Como siempre, hace que se me ponga la carne de
gallina y noto un escalofrío. Está mirando
nuestras manos entrelazadas y mordiéndose el
labio inferior.
—Lo estoy pasando fatal, Ava. —Levanta la vista
y me deslumbra con sus ojos verdes—. Lo
estoy pasando fatal sin ti.
Se me parte el corazón y entonces cierro los
ojos, mientras lucho desesperadamente contra el
impulso de acercarme a él y abrazarlo. Si no se
sale con la suya gracias a los distintos tipos de polvo
o a las cuentas atrás, recurre a romperme el
corazón con sus palabras. No puede ser tan malo, pero sé
que siente cada sílaba. Me está incapacitando de
nuevo.
—Tengo que irme.
Me odio a mí misma por dejarlo así. Me vuelvo
esperando que me detenga, pero me suelta y
sigo andando, sorprendida y bastante preocupada.
—Nena, por favor. Haré lo que sea. No me dejes,
por favor. —Su voz suplicante hace que me
pare en el acto y el dolor me parte en dos. Sigo
muy enfadada con él—. Deja al menos que te lleve.
No quiero que cojas el metro. Sólo te pido diez
minutos.
—El metro es más rápido —digo en voz baja entre
el ruido de la multitud. Me vuelvo para
mirarlo.
—Pero quiero llevarte.
—No llegaremos a tiempo en... —No digo más. Si
Jesse conduce, sí que llegaré a tiempo. Se
nota que está pensando lo mismo porque ha
arqueado una ceja.
No puedo decirle adónde voy, le daría un ataque.

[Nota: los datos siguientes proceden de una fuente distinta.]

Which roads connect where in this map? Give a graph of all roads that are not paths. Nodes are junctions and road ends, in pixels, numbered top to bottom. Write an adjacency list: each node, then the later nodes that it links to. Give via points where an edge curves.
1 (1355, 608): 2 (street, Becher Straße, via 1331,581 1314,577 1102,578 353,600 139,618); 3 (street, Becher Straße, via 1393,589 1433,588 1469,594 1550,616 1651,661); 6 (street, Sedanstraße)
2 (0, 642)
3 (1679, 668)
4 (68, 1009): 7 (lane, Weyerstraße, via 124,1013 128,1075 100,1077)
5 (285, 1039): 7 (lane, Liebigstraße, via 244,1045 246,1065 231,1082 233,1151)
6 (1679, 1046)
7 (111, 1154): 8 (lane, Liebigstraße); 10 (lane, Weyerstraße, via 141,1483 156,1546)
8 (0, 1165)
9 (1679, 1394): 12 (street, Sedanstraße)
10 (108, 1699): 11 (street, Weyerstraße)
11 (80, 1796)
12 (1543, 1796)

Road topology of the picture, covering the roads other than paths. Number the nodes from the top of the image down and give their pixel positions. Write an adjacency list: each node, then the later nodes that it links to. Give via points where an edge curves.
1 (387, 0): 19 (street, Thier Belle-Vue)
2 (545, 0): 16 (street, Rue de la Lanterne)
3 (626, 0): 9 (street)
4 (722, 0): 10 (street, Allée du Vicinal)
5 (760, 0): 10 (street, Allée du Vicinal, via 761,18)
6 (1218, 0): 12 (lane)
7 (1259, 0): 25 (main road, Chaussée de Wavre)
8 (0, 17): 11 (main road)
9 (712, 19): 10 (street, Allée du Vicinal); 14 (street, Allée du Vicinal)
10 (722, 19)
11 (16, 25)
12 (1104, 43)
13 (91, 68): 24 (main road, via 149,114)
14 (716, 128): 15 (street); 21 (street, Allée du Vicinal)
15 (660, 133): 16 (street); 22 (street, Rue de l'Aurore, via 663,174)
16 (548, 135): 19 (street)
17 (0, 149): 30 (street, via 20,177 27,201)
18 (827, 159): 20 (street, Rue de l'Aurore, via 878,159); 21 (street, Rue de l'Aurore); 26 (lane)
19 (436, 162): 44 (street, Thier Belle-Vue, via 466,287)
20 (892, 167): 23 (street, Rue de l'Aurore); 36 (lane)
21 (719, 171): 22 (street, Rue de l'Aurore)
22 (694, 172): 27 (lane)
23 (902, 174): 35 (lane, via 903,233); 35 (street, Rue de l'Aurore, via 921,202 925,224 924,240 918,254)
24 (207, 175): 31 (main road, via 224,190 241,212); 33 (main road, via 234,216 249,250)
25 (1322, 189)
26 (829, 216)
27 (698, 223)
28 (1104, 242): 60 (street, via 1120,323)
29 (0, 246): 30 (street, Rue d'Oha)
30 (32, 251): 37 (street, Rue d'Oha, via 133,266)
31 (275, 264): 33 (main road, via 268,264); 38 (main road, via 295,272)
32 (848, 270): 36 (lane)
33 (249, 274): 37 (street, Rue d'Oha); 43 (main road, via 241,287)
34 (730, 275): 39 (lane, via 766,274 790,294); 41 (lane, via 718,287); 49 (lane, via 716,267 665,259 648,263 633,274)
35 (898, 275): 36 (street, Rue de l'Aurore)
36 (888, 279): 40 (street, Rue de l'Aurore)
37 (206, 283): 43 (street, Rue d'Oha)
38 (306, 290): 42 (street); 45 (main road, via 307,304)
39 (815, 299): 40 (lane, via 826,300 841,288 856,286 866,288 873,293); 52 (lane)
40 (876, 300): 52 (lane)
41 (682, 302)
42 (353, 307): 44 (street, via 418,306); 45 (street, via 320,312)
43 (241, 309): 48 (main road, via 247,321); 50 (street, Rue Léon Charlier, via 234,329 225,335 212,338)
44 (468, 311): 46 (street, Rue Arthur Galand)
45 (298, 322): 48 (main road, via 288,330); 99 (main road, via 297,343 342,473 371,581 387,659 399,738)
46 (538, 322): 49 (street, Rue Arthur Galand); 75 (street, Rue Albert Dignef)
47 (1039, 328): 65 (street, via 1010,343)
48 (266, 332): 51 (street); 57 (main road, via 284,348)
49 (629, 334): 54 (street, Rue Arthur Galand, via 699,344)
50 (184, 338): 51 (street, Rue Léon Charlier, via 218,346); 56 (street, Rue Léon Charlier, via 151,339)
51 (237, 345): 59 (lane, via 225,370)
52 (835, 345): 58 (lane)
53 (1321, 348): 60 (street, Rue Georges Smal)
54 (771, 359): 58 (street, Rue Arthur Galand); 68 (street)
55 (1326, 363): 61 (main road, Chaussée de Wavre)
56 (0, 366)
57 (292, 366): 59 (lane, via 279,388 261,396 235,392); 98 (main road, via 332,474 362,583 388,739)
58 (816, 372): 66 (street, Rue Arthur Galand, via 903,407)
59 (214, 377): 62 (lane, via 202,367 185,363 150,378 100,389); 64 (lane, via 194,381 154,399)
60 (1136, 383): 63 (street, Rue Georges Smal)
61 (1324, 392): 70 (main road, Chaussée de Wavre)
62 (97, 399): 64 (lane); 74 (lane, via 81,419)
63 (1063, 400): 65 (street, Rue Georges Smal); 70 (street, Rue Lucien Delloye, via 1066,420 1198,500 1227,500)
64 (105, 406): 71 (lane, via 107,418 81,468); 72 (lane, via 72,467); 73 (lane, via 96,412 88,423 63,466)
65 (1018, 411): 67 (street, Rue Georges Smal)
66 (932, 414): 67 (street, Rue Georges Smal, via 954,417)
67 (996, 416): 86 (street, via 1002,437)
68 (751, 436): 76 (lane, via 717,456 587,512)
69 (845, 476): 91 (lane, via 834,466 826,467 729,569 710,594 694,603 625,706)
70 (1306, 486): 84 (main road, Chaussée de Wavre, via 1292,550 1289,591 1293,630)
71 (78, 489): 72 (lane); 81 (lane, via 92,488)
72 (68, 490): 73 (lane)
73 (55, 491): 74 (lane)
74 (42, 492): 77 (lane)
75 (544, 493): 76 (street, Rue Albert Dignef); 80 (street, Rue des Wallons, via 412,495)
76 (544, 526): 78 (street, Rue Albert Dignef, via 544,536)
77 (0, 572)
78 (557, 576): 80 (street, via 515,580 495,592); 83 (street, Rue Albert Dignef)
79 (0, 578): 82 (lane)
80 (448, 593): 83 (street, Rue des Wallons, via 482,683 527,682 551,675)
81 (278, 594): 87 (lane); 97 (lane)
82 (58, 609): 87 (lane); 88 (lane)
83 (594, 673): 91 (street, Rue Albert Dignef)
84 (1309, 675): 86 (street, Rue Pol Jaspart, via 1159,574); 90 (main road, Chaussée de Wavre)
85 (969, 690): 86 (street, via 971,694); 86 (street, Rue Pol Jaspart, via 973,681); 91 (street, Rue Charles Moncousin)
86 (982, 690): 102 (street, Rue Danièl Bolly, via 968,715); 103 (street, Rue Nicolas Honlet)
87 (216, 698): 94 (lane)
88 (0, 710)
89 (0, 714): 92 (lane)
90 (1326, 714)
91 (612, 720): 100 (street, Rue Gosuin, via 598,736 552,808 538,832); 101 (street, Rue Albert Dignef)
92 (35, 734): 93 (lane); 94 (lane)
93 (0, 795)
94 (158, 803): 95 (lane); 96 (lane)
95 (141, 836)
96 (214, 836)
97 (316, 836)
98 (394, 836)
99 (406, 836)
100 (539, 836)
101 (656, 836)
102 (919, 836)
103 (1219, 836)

Rebusco en mi agotado cerebro y encuentro la
solución. Le pido que me deje en la esquina de
la consulta. Hay varias casas cerca, no notará la
diferencia.
Suspiro.
—¿Dónde tienes el coche?
Pone cara de alivio y yo me siento aún más
culpable, aunque no sé por qué. Me coge de la mano
con cuidado y me lleva hacia un hotel y luego al
aparcamiento. El aparcacoches le entrega las llaves
y sólo me suelta cuando llegamos junto al DBS
para que pueda entrar.
Salimos a Piccadilly y conduce respetando a los
demás conductores. Incluso cambia las
marchas con delicadeza. Su estilo de conducción
encaja con su estado de ánimo: apagado.
Busco en mi cerebro el nombre de la calle
perpendicular a la consulta y sólo se me ocurre uno:
—Jardines de Luxemburgo, Hammersmith —digo
mirando por la ventanilla.
—Vale —contesta en voz baja.
Sé que me está mirando. Debería volverme y
plantarle cara, obligarlo a que se explique mejor,
pero me puede el abatimiento. Más le vale no
confundirlo con sumisión. No voy a ceder en esto.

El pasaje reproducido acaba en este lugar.